(Source data)
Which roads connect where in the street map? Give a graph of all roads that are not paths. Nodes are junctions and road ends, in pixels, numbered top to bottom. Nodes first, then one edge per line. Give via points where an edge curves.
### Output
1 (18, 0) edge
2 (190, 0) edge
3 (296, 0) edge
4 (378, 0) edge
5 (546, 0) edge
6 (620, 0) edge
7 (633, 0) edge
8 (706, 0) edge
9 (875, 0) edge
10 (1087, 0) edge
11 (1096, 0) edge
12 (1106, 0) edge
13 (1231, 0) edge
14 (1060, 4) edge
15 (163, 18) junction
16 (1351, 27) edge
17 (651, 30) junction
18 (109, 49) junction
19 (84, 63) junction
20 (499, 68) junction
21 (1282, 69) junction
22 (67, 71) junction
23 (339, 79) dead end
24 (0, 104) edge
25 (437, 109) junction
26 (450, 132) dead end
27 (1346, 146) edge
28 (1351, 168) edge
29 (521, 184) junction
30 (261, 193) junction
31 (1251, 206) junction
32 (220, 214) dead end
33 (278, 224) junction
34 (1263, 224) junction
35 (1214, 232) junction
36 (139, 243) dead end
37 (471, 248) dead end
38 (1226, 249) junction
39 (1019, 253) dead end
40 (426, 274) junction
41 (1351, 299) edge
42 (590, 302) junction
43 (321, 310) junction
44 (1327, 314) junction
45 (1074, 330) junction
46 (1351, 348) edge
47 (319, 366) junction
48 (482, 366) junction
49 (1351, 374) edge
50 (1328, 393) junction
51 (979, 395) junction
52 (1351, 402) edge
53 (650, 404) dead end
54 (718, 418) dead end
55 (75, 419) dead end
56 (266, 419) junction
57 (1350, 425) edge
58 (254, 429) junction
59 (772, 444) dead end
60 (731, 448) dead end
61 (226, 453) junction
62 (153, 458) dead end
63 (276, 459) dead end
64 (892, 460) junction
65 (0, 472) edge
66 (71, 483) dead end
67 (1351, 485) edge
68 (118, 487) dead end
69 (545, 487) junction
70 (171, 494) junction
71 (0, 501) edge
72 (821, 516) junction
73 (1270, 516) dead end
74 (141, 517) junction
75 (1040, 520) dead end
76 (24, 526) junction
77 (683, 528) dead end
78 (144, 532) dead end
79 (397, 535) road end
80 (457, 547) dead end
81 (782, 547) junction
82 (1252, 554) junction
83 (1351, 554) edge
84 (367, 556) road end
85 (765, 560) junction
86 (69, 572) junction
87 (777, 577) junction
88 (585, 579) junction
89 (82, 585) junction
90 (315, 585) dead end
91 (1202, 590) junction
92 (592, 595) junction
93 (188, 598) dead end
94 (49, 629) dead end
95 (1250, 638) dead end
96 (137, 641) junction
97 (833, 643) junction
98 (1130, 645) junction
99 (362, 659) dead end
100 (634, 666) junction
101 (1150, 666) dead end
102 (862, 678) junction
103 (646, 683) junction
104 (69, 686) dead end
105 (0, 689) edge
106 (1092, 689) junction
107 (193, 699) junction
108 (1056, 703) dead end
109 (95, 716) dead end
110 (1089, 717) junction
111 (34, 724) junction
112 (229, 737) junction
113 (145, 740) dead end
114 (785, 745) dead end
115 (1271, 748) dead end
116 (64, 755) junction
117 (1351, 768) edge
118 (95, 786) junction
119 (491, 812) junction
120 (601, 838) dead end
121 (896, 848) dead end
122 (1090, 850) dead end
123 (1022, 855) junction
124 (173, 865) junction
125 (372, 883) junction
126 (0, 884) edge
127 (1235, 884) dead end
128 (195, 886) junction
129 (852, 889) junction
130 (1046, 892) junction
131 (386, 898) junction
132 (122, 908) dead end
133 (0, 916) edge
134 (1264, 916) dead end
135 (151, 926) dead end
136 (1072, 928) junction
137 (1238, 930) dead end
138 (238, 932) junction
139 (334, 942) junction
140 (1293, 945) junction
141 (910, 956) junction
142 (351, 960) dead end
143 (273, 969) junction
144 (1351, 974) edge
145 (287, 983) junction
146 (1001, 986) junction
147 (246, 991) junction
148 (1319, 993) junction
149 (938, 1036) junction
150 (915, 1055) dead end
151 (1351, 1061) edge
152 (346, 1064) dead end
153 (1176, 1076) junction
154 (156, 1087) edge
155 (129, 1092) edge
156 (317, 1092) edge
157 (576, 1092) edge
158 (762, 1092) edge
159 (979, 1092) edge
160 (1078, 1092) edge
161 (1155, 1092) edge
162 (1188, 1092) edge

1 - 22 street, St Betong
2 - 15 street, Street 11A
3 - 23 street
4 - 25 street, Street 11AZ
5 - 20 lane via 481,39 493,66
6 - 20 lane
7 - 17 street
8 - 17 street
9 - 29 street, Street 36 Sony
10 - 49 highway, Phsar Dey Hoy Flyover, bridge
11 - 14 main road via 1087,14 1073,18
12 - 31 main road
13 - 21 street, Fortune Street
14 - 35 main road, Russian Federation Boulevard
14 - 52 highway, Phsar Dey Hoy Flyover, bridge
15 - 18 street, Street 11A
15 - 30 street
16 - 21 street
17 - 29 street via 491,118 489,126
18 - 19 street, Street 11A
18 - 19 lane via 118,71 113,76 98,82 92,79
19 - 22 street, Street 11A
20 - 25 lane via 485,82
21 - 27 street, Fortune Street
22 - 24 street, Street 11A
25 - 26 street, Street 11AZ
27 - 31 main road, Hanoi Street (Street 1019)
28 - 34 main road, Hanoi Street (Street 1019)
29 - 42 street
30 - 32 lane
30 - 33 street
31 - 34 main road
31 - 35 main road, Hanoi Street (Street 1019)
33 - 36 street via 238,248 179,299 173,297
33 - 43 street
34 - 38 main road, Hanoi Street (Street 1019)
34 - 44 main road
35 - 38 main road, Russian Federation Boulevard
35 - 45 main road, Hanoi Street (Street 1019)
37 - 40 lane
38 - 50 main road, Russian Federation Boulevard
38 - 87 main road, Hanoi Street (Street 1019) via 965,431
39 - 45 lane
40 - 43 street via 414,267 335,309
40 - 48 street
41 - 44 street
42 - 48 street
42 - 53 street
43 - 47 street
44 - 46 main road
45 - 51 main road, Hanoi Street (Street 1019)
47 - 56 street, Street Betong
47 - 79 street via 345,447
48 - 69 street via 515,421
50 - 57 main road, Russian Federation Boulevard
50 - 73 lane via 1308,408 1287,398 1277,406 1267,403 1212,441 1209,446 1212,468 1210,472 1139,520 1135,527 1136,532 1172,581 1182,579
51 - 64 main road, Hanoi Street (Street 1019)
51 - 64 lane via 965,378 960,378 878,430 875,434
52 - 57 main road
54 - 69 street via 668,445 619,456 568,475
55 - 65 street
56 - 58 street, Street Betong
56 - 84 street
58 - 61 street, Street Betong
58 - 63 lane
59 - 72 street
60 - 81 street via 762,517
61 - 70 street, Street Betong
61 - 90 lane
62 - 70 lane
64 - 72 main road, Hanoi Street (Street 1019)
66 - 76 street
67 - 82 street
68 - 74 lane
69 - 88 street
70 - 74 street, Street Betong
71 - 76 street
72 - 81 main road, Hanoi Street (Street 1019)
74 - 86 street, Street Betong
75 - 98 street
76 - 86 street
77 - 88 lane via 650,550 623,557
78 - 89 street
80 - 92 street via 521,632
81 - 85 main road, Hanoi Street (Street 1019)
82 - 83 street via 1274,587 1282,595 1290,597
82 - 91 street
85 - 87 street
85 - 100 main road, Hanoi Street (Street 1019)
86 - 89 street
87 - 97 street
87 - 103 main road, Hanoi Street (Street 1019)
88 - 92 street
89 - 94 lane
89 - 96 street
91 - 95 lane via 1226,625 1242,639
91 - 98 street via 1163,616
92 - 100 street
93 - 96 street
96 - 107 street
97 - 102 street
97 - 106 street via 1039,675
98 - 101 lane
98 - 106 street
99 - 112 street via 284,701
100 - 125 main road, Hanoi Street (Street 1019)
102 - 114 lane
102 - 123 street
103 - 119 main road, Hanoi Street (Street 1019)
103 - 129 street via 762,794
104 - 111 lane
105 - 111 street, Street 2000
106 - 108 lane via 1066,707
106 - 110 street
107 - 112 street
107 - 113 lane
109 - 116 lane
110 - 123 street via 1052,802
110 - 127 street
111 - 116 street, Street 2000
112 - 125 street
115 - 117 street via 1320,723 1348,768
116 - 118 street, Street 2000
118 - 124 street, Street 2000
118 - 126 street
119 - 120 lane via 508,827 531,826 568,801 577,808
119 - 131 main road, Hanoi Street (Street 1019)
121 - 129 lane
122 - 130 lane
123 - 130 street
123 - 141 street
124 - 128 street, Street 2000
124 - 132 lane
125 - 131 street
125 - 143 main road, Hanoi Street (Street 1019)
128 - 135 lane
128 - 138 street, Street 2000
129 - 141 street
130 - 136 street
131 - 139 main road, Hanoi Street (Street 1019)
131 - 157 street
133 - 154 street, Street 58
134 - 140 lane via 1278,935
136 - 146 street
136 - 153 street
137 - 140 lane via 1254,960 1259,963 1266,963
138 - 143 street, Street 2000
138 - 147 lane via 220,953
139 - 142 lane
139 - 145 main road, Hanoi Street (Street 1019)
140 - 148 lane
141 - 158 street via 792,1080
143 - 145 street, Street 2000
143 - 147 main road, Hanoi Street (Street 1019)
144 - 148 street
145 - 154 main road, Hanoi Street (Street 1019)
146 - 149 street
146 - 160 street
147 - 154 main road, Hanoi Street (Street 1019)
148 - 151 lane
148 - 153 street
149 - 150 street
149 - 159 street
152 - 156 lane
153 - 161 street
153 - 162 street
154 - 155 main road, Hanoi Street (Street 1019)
(End Source data)
▶ **The problem**
Find the lines above that contain the word "Fortune" and collect them.

▶ **Solution to this exercise**
13 - 21 street, Fortune Street
21 - 27 street, Fortune Street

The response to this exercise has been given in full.